►

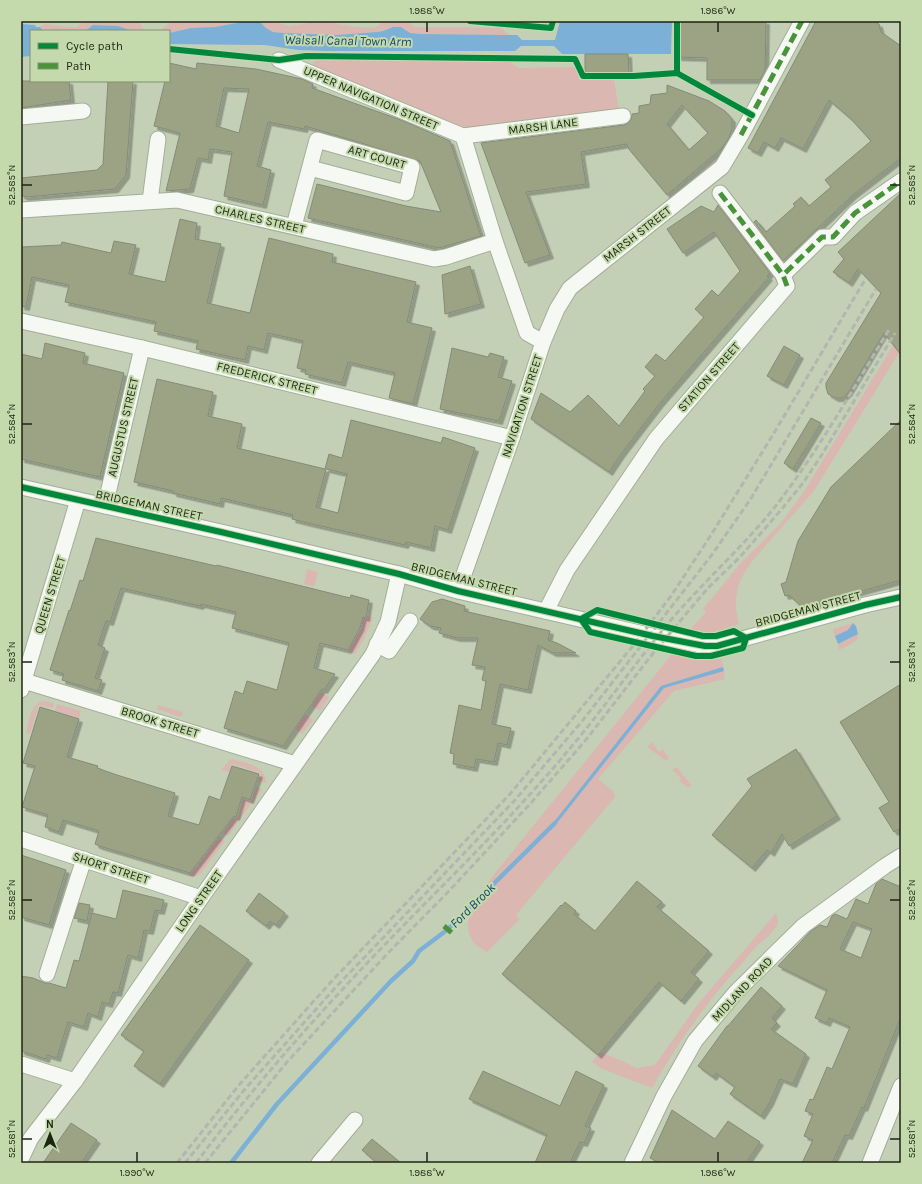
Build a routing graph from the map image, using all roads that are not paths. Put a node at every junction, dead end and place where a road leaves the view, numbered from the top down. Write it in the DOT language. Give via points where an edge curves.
graph roads {
  1 [pos="802,21"];
  2 [pos="279,60"];
  3 [pos="83,112"];
  4 [pos="623,116"];
  5 [pos="21,117"];
  6 [pos="463,136"];
  7 [pos="158,139"];
  8 [pos="310,168"];
  9 [pos="901,181"];
  10 [pos="720,194"];
  11 [pos="150,201"];
  12 [pos="21,210"];
  13 [pos="294,226"];
  14 [pos="495,241"];
  15 [pos="785,280"];
  16 [pos="21,321"];
  17 [pos="543,342"];
  18 [pos="142,348"];
  19 [pos="512,438"];
  20 [pos="21,487"];
  21 [pos="78,500"];
  22 [pos="105,506"];
  23 [pos="399,574"];
  24 [pos="458,591"];
  25 [pos="901,597"];
  26 [pos="546,611"];
  27 [pos="410,621"];
  28 [pos="377,644"];
  29 [pos="22,684"];
  30 [pos="295,764"];
  31 [pos="21,839"];
  32 [pos="901,856"];
  33 [pos="84,859"];
  34 [pos="201,898"];
  35 [pos="47,974"];
  36 [pos="21,1064"];
  37 [pos="75,1081"];
  38 [pos="901,1086"];
  39 [pos="355,1120"];
  40 [pos="21,1159"];
  41 [pos="320,1163"];
  42 [pos="632,1163"];
  43 [pos="870,1163"];
  1 -- 17 [label="street, MARSH STREET" via="722,167 570,288 557,309"];
  2 -- 6 [label="street, UPPER NAVIGATION STREET"];
  3 -- 5 [label="street"];
  4 -- 6 [label="street, MARSH LANE"];
  6 -- 14 [label="street, NAVIGATION STREET"];
  7 -- 11 [label="street"];
  8 -- 8 [label="street, ART COURT" via="317,140 412,168 406,194"];
  8 -- 13 [label="street, ART COURT"];
  9 -- 15 [label="street, STATION STREET" via="855,213 833,237 822,237"];
  10 -- 15 [label="street"];
  11 -- 12 [label="street, CHARLES STREET"];
  11 -- 13 [label="street, CHARLES STREET" via="177,200"];
  13 -- 14 [label="street, CHARLES STREET" via="434,259"];
  14 -- 17 [label="street, NAVIGATION STREET" via="527,333"];
  15 -- 26 [label="street, STATION STREET" via="656,439 567,570"];
  16 -- 18 [label="street, FREDERICK STREET"];
  17 -- 19 [label="street, NAVIGATION STREET"];
  18 -- 19 [label="street, FREDERICK STREET"];
  18 -- 22 [label="street, AUGUSTUS STREET"];
  19 -- 24 [label="street, NAVIGATION STREET"];
  20 -- 21 [label="street, BRIDGEMAN STREET"];
  21 -- 22 [label="street, BRIDGEMAN STREET"];
  21 -- 29 [label="street, QUEEN STREET"];
  22 -- 23 [label="street, BRIDGEMAN STREET"];
  23 -- 24 [label="street, BRIDGEMAN STREET"];
  23 -- 28 [label="street, LONG STREET" via="388,622"];
  24 -- 26 [label="street, BRIDGEMAN STREET"];
  25 -- 26 [label="street, BRIDGEMAN STREET" via="711,647"];
  27 -- 28 [label="street" via="389,651"];
  28 -- 30 [label="street, LONG STREET" via="373,654"];
  29 -- 30 [label="street, BROOK STREET"];
  30 -- 34 [label="street, LONG STREET"];
  31 -- 33 [label="street, SHORT STREET"];
  32 -- 42 [label="street, MIDLAND ROAD" via="803,926 736,992 694,1041"];
  33 -- 34 [label="street, SHORT STREET"];
  33 -- 35 [label="street"];
  34 -- 37 [label="street, LONG STREET"];
  36 -- 37 [label="street"];
  37 -- 40 [label="street, LONG STREET" via="31,1138"];
  38 -- 43 [label="street"];
  39 -- 41 [label="street"];
}
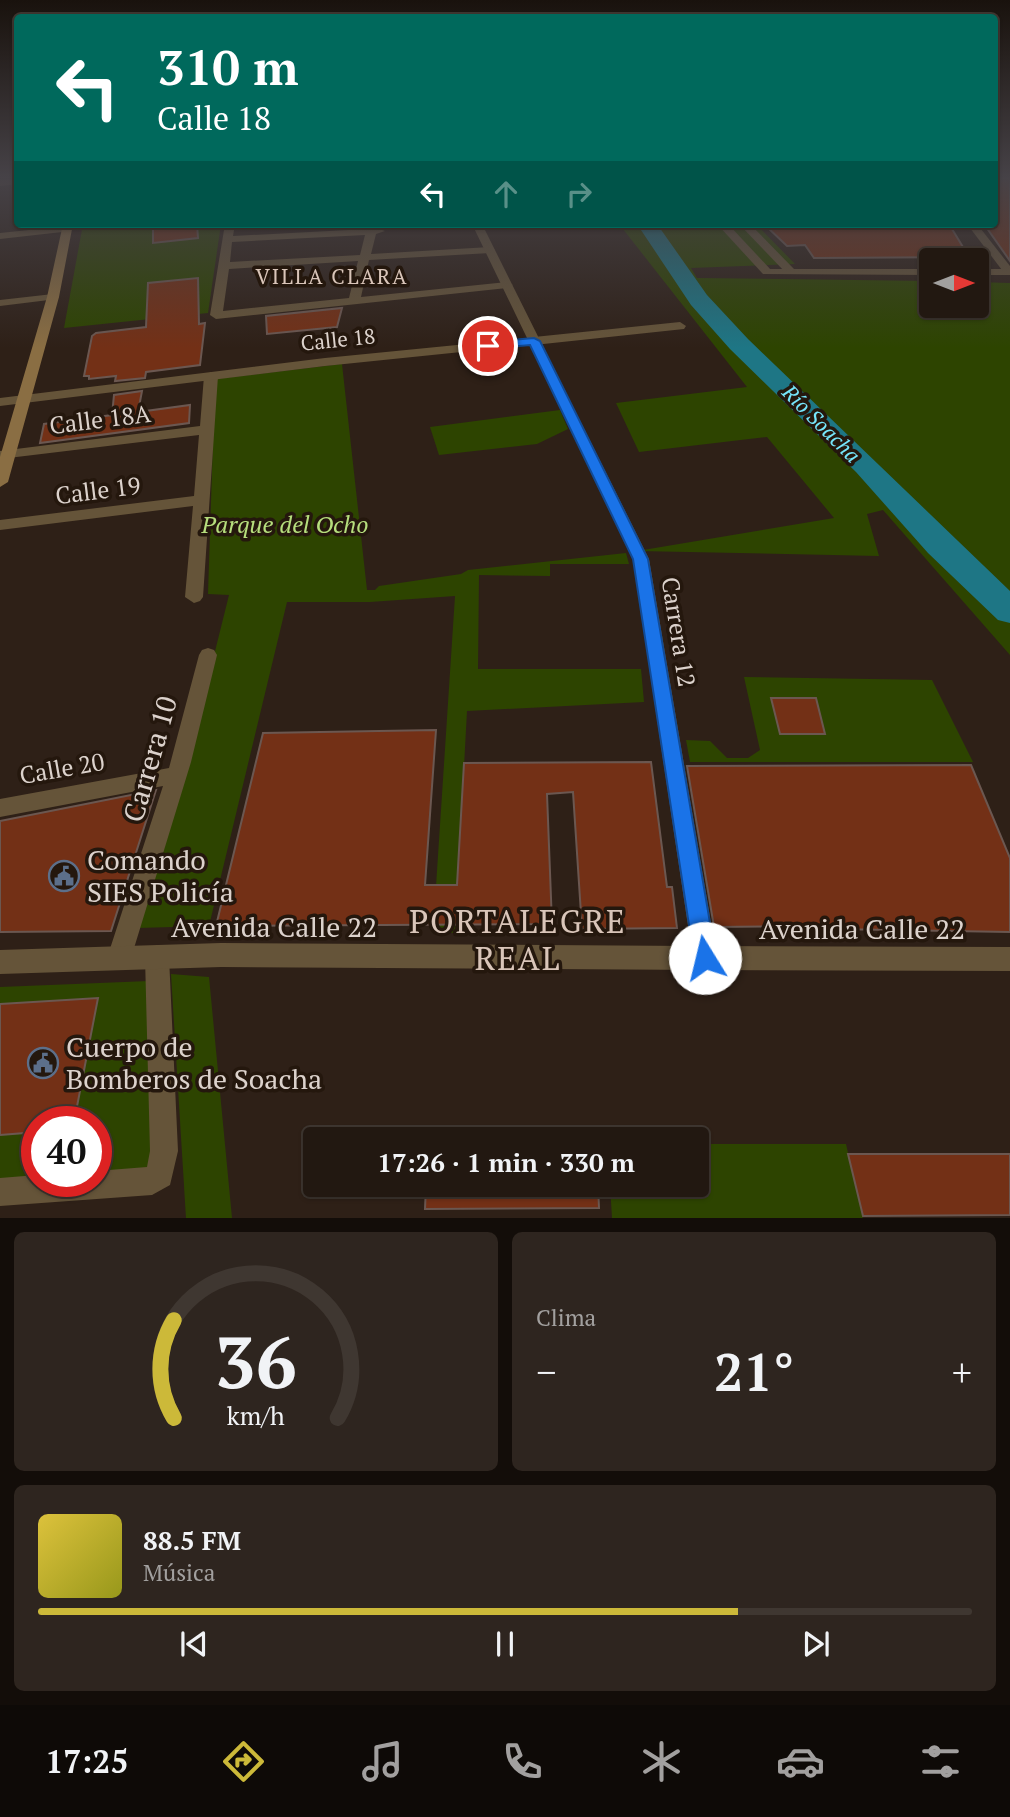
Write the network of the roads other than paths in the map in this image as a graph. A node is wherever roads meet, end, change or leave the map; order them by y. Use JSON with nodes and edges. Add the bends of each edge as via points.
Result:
{"nodes":[{"id":1,"x":65,"y":235,"type":"edge"},
{"id":2,"x":229,"y":235,"type":"edge"},
{"id":3,"x":284,"y":235,"type":"edge"},
{"id":4,"x":375,"y":235,"type":"edge"},
{"id":5,"x":482,"y":235,"type":"edge"},
{"id":6,"x":732,"y":235,"type":"edge"},
{"id":7,"x":755,"y":235,"type":"edge"},
{"id":8,"x":980,"y":235,"type":"edge"},
{"id":9,"x":228,"y":239,"type":"junction"},
{"id":10,"x":490,"y":250,"type":"junction"},
{"id":11,"x":370,"y":259,"type":"junction"},
{"id":12,"x":223,"y":266,"type":"junction"},
{"id":13,"x":790,"y":271,"type":"junction"},
{"id":14,"x":919,"y":272,"type":"edge"},
{"id":15,"x":989,"y":272,"type":"edge"},
{"id":16,"x":1009,"y":272,"type":"edge"},
{"id":17,"x":506,"y":285,"type":"junction"},
{"id":18,"x":53,"y":297,"type":"junction"},
{"id":19,"x":359,"y":300,"type":"junction"},
{"id":20,"x":0,"y":303,"type":"edge"},
{"id":21,"x":680,"y":326,"type":"dead end"},
{"id":22,"x":534,"y":341,"type":"junction"},
{"id":23,"x":211,"y":376,"type":"junction"},
{"id":24,"x":23,"y":400,"type":"junction"},
{"id":25,"x":0,"y":402,"type":"edge"},
{"id":26,"x":206,"y":430,"type":"junction"},
{"id":27,"x":3,"y":455,"type":"edge"},
{"id":28,"x":0,"y":482,"type":"edge"},
{"id":29,"x":201,"y":500,"type":"junction"},
{"id":30,"x":0,"y":525,"type":"edge"},
{"id":31,"x":194,"y":597,"type":"dead end"},
{"id":32,"x":208,"y":655,"type":"dead end"},
{"id":33,"x":176,"y":775,"type":"junction"},
{"id":34,"x":0,"y":808,"type":"edge"},
{"id":35,"x":156,"y":957,"type":"junction"},
{"id":36,"x":119,"y":958,"type":"junction"},
{"id":37,"x":705,"y":958,"type":"junction"},
{"id":38,"x":1010,"y":959,"type":"edge"},
{"id":39,"x":0,"y":962,"type":"edge"},
{"id":40,"x":0,"y":1192,"type":"edge"}],
"edges":[{"from":1,"to":18,"type":"main road"},
{"from":2,"to":9,"type":"street"},
{"from":3,"to":9,"type":"street"},
{"from":4,"to":11,"type":"street"},
{"from":5,"to":10,"type":"street","name":"Carrera 12"},
{"from":6,"to":13,"type":"street","via":[[767,272]]},
{"from":7,"to":13,"type":"street"},
{"from":8,"to":16,"type":"street"},
{"from":9,"to":12,"type":"street"},
{"from":10,"to":11,"type":"street"},
{"from":10,"to":17,"type":"street","name":"Carrera 12"},
{"from":11,"to":12,"type":"street"},
{"from":11,"to":19,"type":"street"},
{"from":12,"to":19,"type":"street","via":[[216,315]]},
{"from":13,"to":14,"type":"street"},
{"from":15,"to":16,"type":"street"},
{"from":17,"to":19,"type":"street"},
{"from":17,"to":22,"type":"street","name":"Carrera 12"},
{"from":18,"to":20,"type":"street"},
{"from":18,"to":24,"type":"main road"},
{"from":21,"to":22,"type":"street","name":"Calle 18"},
{"from":22,"to":23,"type":"street","name":"Calle 18"},
{"from":22,"to":37,"type":"street","name":"Carrera 12","via":[[641,559]]},
{"from":23,"to":24,"type":"street","name":"Calle 18"},
{"from":23,"to":26,"type":"street"},
{"from":24,"to":25,"type":"street","name":"Calle 18"},
{"from":24,"to":27,"type":"main road"},
{"from":26,"to":27,"type":"street","name":"Calle 18A"},
{"from":26,"to":29,"type":"street"},
{"from":27,"to":28,"type":"main road"},
{"from":29,"to":30,"type":"street","name":"Calle 19"},
{"from":29,"to":31,"type":"street"},
{"from":32,"to":33,"type":"street","name":"Carrera 10"},
{"from":33,"to":34,"type":"street","name":"Calle 20"},
{"from":33,"to":36,"type":"street","name":"Carrera 10"},
{"from":35,"to":36,"type":"street","name":"Avenida Calle 22"},
{"from":35,"to":37,"type":"street","name":"Avenida Calle 22"},
{"from":35,"to":40,"type":"street","via":[[164,1151],[160,1175],[152,1181]]},
{"from":36,"to":39,"type":"street","name":"Avenida Calle 22"},
{"from":37,"to":38,"type":"street","name":"Avenida Calle 22"}]}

◄

- Exercise objective
How many of the lines above include "FREDERICK"? Only the number should be given.

- Answer section
2